Assignment:
Pictures must be dropped from the copy of the entries below; all else is returned exactly.

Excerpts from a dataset
++++++++++
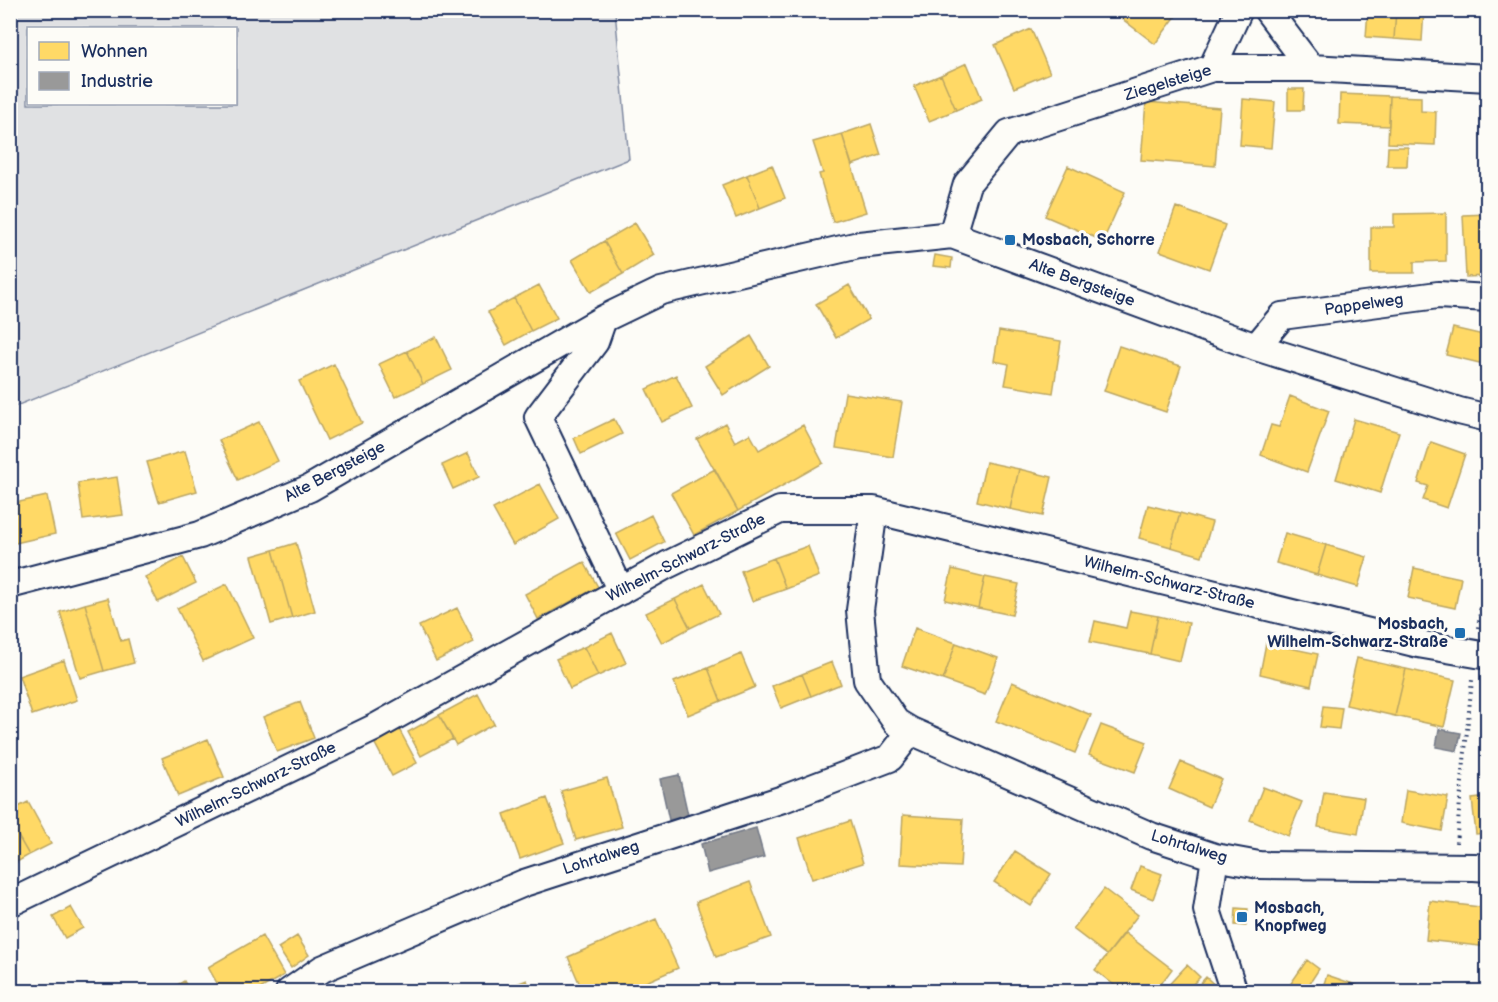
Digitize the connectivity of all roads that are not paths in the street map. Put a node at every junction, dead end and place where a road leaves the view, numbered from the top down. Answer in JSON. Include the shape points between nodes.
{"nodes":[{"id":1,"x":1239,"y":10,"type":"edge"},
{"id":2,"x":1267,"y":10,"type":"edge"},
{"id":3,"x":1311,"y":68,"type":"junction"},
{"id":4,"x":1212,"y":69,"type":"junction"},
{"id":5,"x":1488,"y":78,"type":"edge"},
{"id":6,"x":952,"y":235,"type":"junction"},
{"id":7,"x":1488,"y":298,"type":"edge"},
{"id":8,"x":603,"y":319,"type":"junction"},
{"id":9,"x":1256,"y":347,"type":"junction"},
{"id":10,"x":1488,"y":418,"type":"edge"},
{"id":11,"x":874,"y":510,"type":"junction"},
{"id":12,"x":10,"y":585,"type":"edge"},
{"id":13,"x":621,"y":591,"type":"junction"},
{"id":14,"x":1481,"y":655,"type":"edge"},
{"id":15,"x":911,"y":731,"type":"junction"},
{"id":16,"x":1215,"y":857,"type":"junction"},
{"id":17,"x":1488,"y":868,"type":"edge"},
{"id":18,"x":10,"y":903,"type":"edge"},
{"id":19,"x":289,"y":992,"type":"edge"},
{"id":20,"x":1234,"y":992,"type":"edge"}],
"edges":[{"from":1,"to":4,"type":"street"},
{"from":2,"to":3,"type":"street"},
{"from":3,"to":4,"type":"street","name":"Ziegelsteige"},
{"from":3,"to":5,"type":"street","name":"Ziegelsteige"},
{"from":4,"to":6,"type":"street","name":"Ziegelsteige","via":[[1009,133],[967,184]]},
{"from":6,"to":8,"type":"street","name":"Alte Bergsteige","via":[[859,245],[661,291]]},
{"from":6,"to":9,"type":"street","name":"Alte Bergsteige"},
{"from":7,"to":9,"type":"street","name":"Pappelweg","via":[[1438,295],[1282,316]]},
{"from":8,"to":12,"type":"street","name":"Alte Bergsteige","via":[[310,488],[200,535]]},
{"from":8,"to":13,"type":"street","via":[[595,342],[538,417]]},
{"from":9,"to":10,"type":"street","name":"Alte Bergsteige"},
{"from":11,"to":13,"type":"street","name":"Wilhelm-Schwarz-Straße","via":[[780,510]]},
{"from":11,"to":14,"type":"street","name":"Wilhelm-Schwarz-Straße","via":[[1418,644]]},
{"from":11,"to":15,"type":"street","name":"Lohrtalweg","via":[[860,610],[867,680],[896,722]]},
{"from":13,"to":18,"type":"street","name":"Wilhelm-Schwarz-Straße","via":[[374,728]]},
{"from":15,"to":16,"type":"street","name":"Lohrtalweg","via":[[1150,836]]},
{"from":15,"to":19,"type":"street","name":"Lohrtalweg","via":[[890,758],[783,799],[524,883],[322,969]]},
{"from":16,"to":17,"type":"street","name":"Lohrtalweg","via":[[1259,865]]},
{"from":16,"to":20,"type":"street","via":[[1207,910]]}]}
++++++++++
Expected answer:
Digitize the connectivity of all roads that are not paths in the street map. Put a node at every junction, dead end and place where a road leaves the view, numbered from the top down. Answer in JSON. Include the shape points between nodes.
{"nodes":[{"id":1,"x":1239,"y":10,"type":"edge"},
{"id":2,"x":1267,"y":10,"type":"edge"},
{"id":3,"x":1311,"y":68,"type":"junction"},
{"id":4,"x":1212,"y":69,"type":"junction"},
{"id":5,"x":1488,"y":78,"type":"edge"},
{"id":6,"x":952,"y":235,"type":"junction"},
{"id":7,"x":1488,"y":298,"type":"edge"},
{"id":8,"x":603,"y":319,"type":"junction"},
{"id":9,"x":1256,"y":347,"type":"junction"},
{"id":10,"x":1488,"y":418,"type":"edge"},
{"id":11,"x":874,"y":510,"type":"junction"},
{"id":12,"x":10,"y":585,"type":"edge"},
{"id":13,"x":621,"y":591,"type":"junction"},
{"id":14,"x":1481,"y":655,"type":"edge"},
{"id":15,"x":911,"y":731,"type":"junction"},
{"id":16,"x":1215,"y":857,"type":"junction"},
{"id":17,"x":1488,"y":868,"type":"edge"},
{"id":18,"x":10,"y":903,"type":"edge"},
{"id":19,"x":289,"y":992,"type":"edge"},
{"id":20,"x":1234,"y":992,"type":"edge"}],
"edges":[{"from":1,"to":4,"type":"street"},
{"from":2,"to":3,"type":"street"},
{"from":3,"to":4,"type":"street","name":"Ziegelsteige"},
{"from":3,"to":5,"type":"street","name":"Ziegelsteige"},
{"from":4,"to":6,"type":"street","name":"Ziegelsteige","via":[[1009,133],[967,184]]},
{"from":6,"to":8,"type":"street","name":"Alte Bergsteige","via":[[859,245],[661,291]]},
{"from":6,"to":9,"type":"street","name":"Alte Bergsteige"},
{"from":7,"to":9,"type":"street","name":"Pappelweg","via":[[1438,295],[1282,316]]},
{"from":8,"to":12,"type":"street","name":"Alte Bergsteige","via":[[310,488],[200,535]]},
{"from":8,"to":13,"type":"street","via":[[595,342],[538,417]]},
{"from":9,"to":10,"type":"street","name":"Alte Bergsteige"},
{"from":11,"to":13,"type":"street","name":"Wilhelm-Schwarz-Straße","via":[[780,510]]},
{"from":11,"to":14,"type":"street","name":"Wilhelm-Schwarz-Straße","via":[[1418,644]]},
{"from":11,"to":15,"type":"street","name":"Lohrtalweg","via":[[860,610],[867,680],[896,722]]},
{"from":13,"to":18,"type":"street","name":"Wilhelm-Schwarz-Straße","via":[[374,728]]},
{"from":15,"to":16,"type":"street","name":"Lohrtalweg","via":[[1150,836]]},
{"from":15,"to":19,"type":"street","name":"Lohrtalweg","via":[[890,758],[783,799],[524,883],[322,969]]},
{"from":16,"to":17,"type":"street","name":"Lohrtalweg","via":[[1259,865]]},
{"from":16,"to":20,"type":"street","via":[[1207,910]]}]}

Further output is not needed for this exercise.